With manually assigning a generated / random ID, you will need to ensure that multiple records are not assigned the same ID. There are a few options that you have to follow this (for example, using transactions), however you should ensure that the scope of the transactions is not going to leave you open to problems with concurrent transactions being blocked - this may cause a few problems eg. Performance. You may be best served by generating your ID externally (as SQL does not do random especially well), and then enforcing a unique constraint on your DB, perhaps in the way suggested by Firoz Ansari.
If you still want to reset the identity column, this can be done with the DBCC CHECKIDENT command.
An example of generating random seeds in SQL server can be found here:
http://weblogs.sqlteam.com/jeffs/archive/2004/11/22/2927.aspx
You can create composite primary key with two columns, say..BatchId and HumanId.

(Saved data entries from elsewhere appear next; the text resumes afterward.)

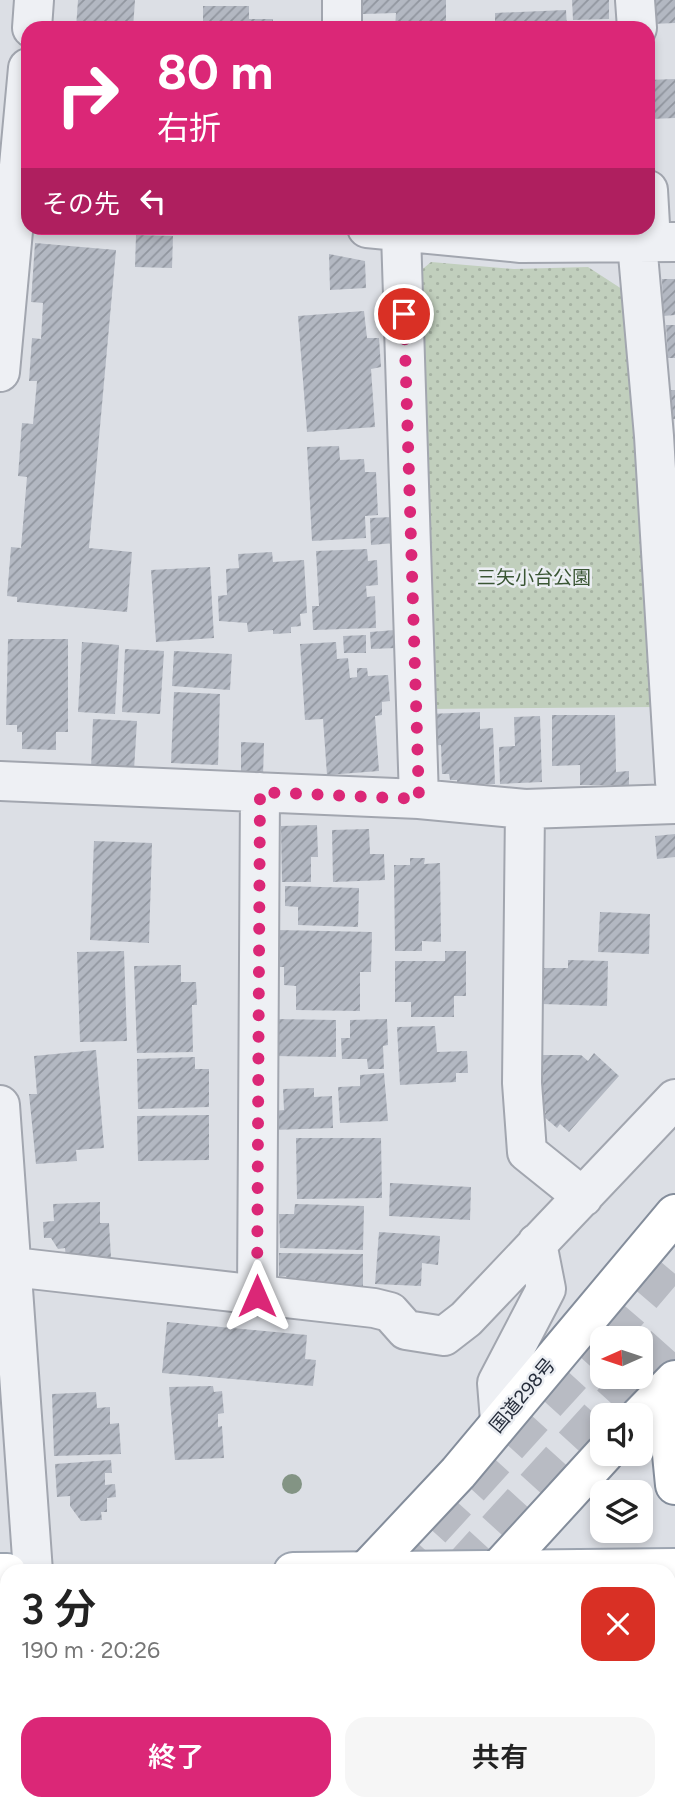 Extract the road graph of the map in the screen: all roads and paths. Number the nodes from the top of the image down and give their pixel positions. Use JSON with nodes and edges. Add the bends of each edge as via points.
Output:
{"nodes":[{"id":1,"x":34,"y":0,"type":"edge"},
{"id":2,"x":342,"y":0,"type":"edge"},
{"id":3,"x":635,"y":0,"type":"edge"},
{"id":4,"x":32,"y":21,"type":"edge"},
{"id":5,"x":342,"y":21,"type":"edge"},
{"id":6,"x":636,"y":21,"type":"edge"},
{"id":7,"x":21,"y":130,"type":"edge"},
{"id":8,"x":16,"y":174,"type":"edge"},
{"id":9,"x":384,"y":235,"type":"edge"},
{"id":10,"x":437,"y":235,"type":"edge"},
{"id":11,"x":654,"y":243,"type":"edge"},
{"id":12,"x":0,"y":372,"type":"edge"},
{"id":13,"x":665,"y":436,"type":"edge"},
{"id":14,"x":670,"y":620,"type":"edge"},
{"id":15,"x":0,"y":780,"type":"edge"},
{"id":16,"x":675,"y":782,"type":"edge"},
{"id":17,"x":260,"y":792,"type":"junction"},
{"id":18,"x":419,"y":799,"type":"junction"},
{"id":19,"x":675,"y":804,"type":"edge"},
{"id":20,"x":525,"y":809,"type":"junction"},
{"id":21,"x":675,"y":1099,"type":"edge"},
{"id":22,"x":0,"y":1105,"type":"edge"},
{"id":23,"x":3,"y":1172,"type":"edge"},
{"id":24,"x":583,"y":1197,"type":"junction"},
{"id":25,"x":675,"y":1214,"type":"edge"},
{"id":26,"x":537,"y":1243,"type":"junction"},
{"id":27,"x":13,"y":1267,"type":"junction"},
{"id":28,"x":257,"y":1296,"type":"junction"},
{"id":29,"x":9,"y":1350,"type":"edge"},
{"id":30,"x":675,"y":1380,"type":"edge"},
{"id":31,"x":653,"y":1403,"type":"edge"},
{"id":32,"x":675,"y":1406,"type":"edge"},
{"id":33,"x":500,"y":1421,"type":"junction"},
{"id":34,"x":593,"y":1466,"type":"edge"},
{"id":35,"x":675,"y":1485,"type":"edge"},
{"id":36,"x":32,"y":1564,"type":"edge"},
{"id":37,"x":372,"y":1564,"type":"edge"},
{"id":38,"x":503,"y":1564,"type":"edge"}],
"edges":[{"from":1,"to":4,"type":"street"},
{"from":2,"to":5,"type":"street"},
{"from":3,"to":6,"type":"street"},
{"from":7,"to":8,"type":"street"},
{"from":8,"to":12,"type":"street"},
{"from":9,"to":18,"type":"street"},
{"from":10,"to":11,"type":"street","via":[[521,243]]},
{"from":11,"to":13,"type":"street"},
{"from":13,"to":14,"type":"street"},
{"from":14,"to":16,"type":"street"},
{"from":15,"to":17,"type":"street"},
{"from":17,"to":18,"type":"street"},
{"from":17,"to":28,"type":"street"},
{"from":18,"to":20,"type":"street"},
{"from":19,"to":20,"type":"street"},
{"from":20,"to":24,"type":"street","via":[[522,1083],[527,1152]]},
{"from":21,"to":24,"type":"street"},
{"from":22,"to":23,"type":"street"},
{"from":23,"to":27,"type":"street"},
{"from":24,"to":26,"type":"street"},
{"from":25,"to":33,"type":"main road","name":"国道298号"},
{"from":26,"to":28,"type":"street","via":[[466,1319],[443,1336],[406,1330],[390,1312],[374,1308]]},
{"from":26,"to":33,"type":"street","via":[[547,1289],[497,1383]]},
{"from":27,"to":28,"type":"street"},
{"from":27,"to":29,"type":"street"},
{"from":29,"to":36,"type":"street"},
{"from":30,"to":31,"type":"main road"},
{"from":32,"to":35,"type":"main road","via":[[669,1423]]},
{"from":33,"to":37,"type":"main road","name":"国道298号"},
{"from":34,"to":38,"type":"main road"}]}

Records in these columns will look like this:
BatchId, HumanId
1, 1
1, 2
1, 3
.
.
1, 99998
1, 99999
2, 1
2, 2
3, 3
use MAX or ORDER BY DESC to get next available HumanId with condition with BachId
SELECT TOP 1 #NextHumanId=HumanId
FROM [THAT_TABLE]
ORDER BY BatchId DESC, HumanID DESC
IF #NextHumanId>=99999 THEN SET #NextHumanId=1
Hope this help.
You could have a table of available HUMANIDs, each time you add an enquiry you could randomly pull a HUMANID from the table (and DELETE it), and each time you delete the enquiry you could add it back (by INSERTing).